In order to test this possibility, Shi and others found that lupus mice had a malfunctioning FAS protein that prevented their bone marrow MSCs from releasing pro-bone molecules that are integral for bone maintenance and deposition.

A deficiency for the FAS protein prevents bone marrow stem cells from releasing a microRNA called miR-29b.  The failure to release miR-29b causes its concentrations to increase inside the cells.  miR-29b can down-regulate an enzyme called DNA methyltransferase 1 (Dnmt1), and the buildup of miR-29b inhibits Dnmt1, which causes decreased methylation of the Notch1 promoter and activation of Notch signaling.  Methylation of the promoters of genes tends to shut down gene expression, and the lack of methylation of the Notch promoter increases Notch gene expression, activating Notch signaling.  Unfortunately, increased Notch signaling impaired the differentiation of bone marrow stem cells into bone-making cells.  Transplantation of MSCs brings FAS protein to the bone marrow stem cells by means of exosomes secreted by the MSCs.  The FAS protein in the MSC-provided exosomes reduce intracellular levels of miR-29b, which leads to higher levels of Dnmt1.  Dnmt1 methylates the Notch1 promoter, thus shutting down the expression of the Notch gene, and restoring bone-specific differentiation.

Shi and others are presently investigating if this FAS-dependent process is also at work in other autoimmune diseases.  If so, then stem cell treatments might convey similar bone-specific benefits.

Faster Bone Regeneration With a Little Wnt

Nick Evans and his colleagues at the University of Southampton, UK have discovered that transient stimulation of the Wnt signaling pathway in bone marrow stem cells expands them and enhances their bone-making ability. This finding has led to an intense search for drugs that can stimulate the Wnt pathway in order to stimulate bone formation in wounded patients.

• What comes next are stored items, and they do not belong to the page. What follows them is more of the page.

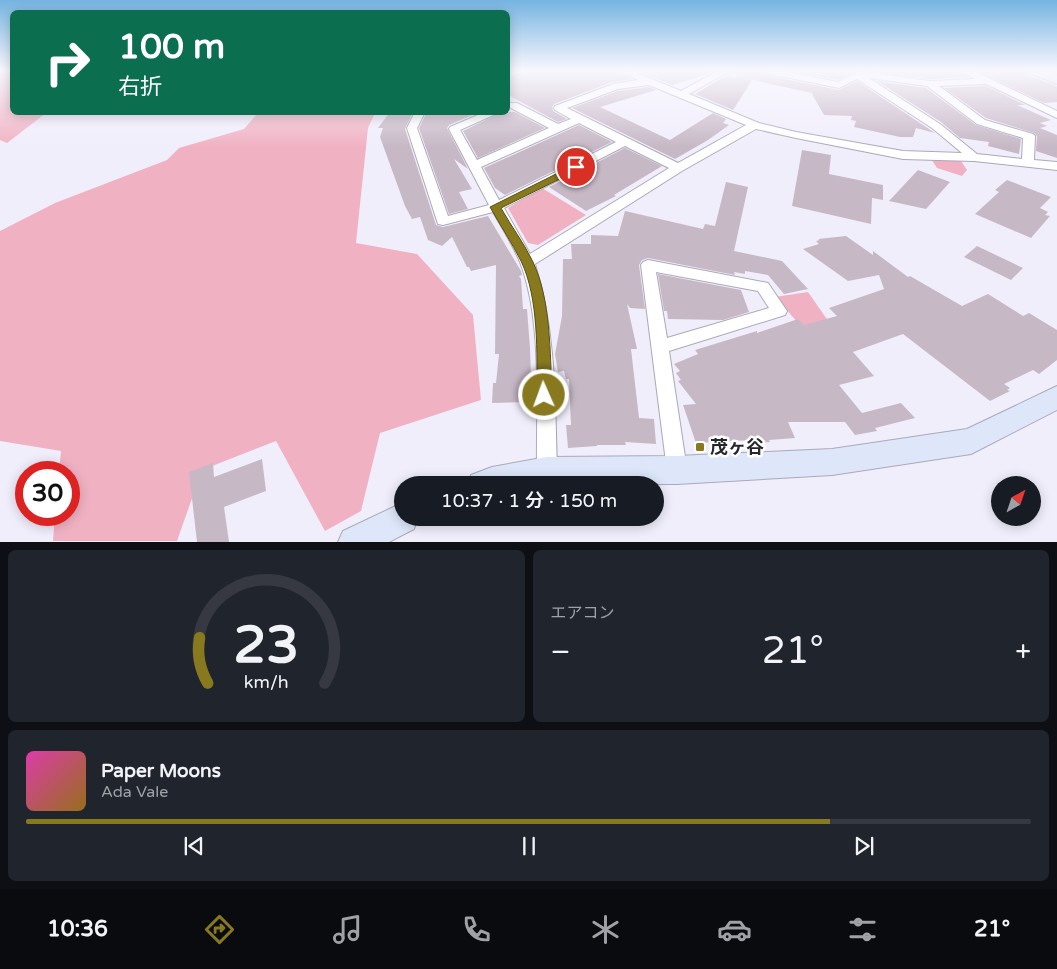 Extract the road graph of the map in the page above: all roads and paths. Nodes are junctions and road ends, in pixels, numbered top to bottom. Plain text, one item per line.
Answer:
1 (589, 96) edge
2 (683, 96) edge
3 (890, 96) edge
4 (946, 96) edge
5 (1020, 96) edge
6 (510, 105) edge
7 (418, 115) edge
8 (488, 115) edge
9 (1057, 115) edge
10 (579, 119) junction
11 (755, 125) junction
12 (558, 129) junction
13 (625, 142) junction
14 (974, 157) junction
15 (1028, 162) junction
16 (474, 166) junction
17 (1057, 166) edge
18 (678, 168) junction
19 (495, 207) junction
20 (527, 262) junction
21 (660, 347) junction
22 (1057, 397) edge
23 (677, 470) junction
24 (547, 471) junction
25 (520, 476) edge
26 (394, 522) edge
27 (354, 542) edge

1 - 10 street
2 - 11 street
3 - 14 street
4 - 15 street
5 - 9 street
6 - 12 street
7 - 19 street
8 - 16 street
10 - 12 street
10 - 13 street
11 - 14 street
11 - 18 street
12 - 16 street
13 - 18 street
13 - 19 street
14 - 15 street
15 - 17 street
16 - 19 street
18 - 20 street
19 - 20 street
20 - 24 street
21 - 21 street
21 - 23 street
22 - 23 street
23 - 24 street
24 - 25 street
26 - 27 street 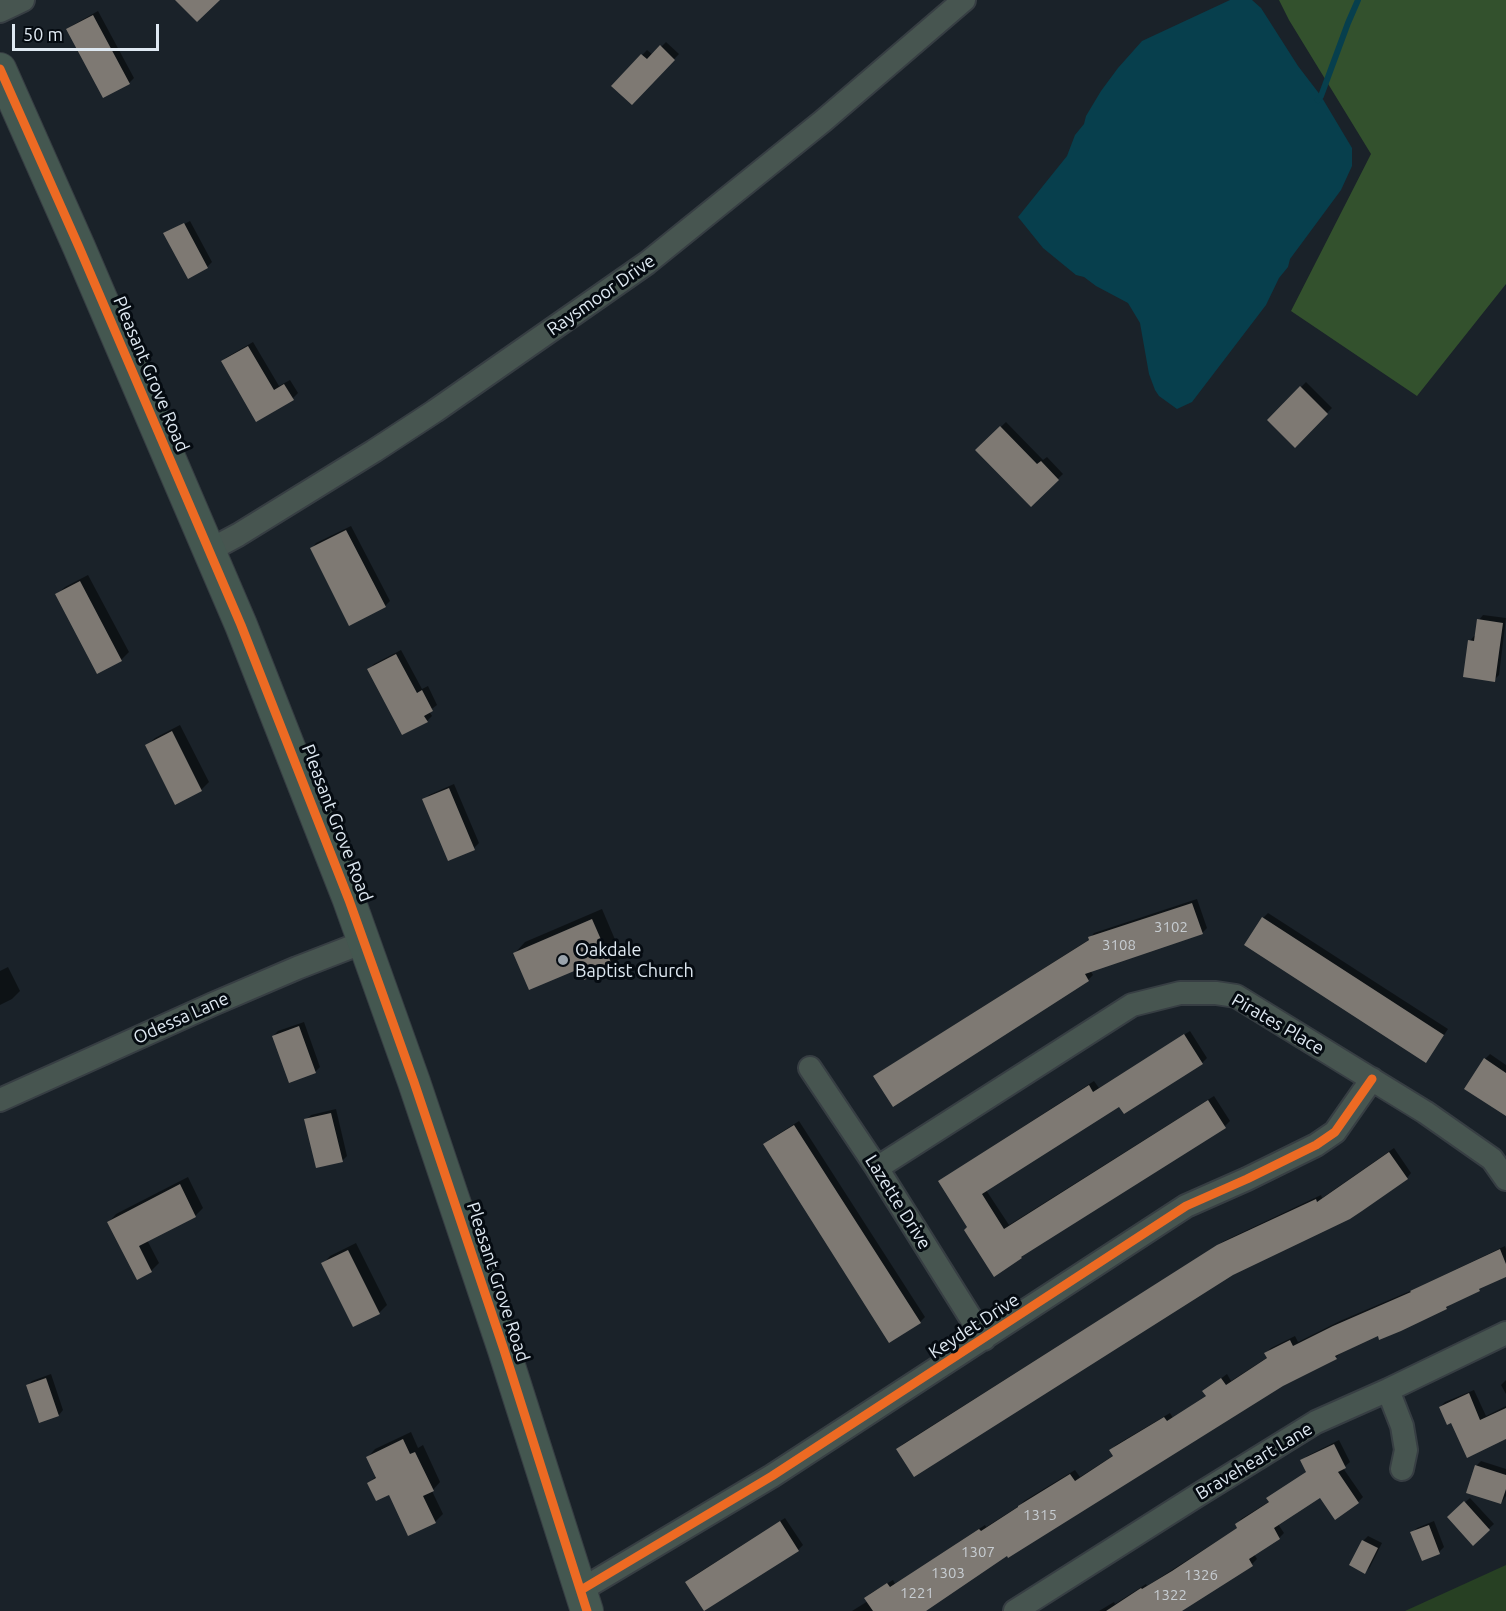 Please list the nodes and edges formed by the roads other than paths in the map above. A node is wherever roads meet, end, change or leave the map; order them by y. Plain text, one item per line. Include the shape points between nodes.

The Wnt pathway is a highly conserved pathway found in sponges, starfish, sharks, and people. Wnt signaling controls pattern formation during development, and the growth of stem cells during healing.

When it comes to healing, bone fractures represent a sizeable societal problem, particularly among the aged. While most fractures heal on their own, approximately 10 percent of all fractures take over six months to heal or never heal at all. In the worse cases, fracture patients can require several surgeries or might need amputation in desperate cases.

According the Evans, he and his research group are screening a wide range of chemicals to determine if they stimulate Wnt signaling. If such chemicals prove safe to use in laboratory animals, then they might become clinical tools to help stimulate bone formation and healing in patients with recalcitrant fractures.

Research from Evans’ group has shown that transient stimulation of the Wnt signaling pathway in isolated bone marrow cells increases the number of bone-making progenitor cells. However, if the Wnt pathway is activated for too long a time period, this regenerative effect is lost or even reversed. Hence the need to develop treatments that deliver small molecules that stimulate Wnt signaling in bone marrow cells for a specified period of time and in a targeted fashion.

Evans and his group have used nanoparticles loaded with Wnt proteins to do exactly that. The feasibility of this technology and its effectiveness requires further work, but the promise is there and the idea is more than a little intriguing.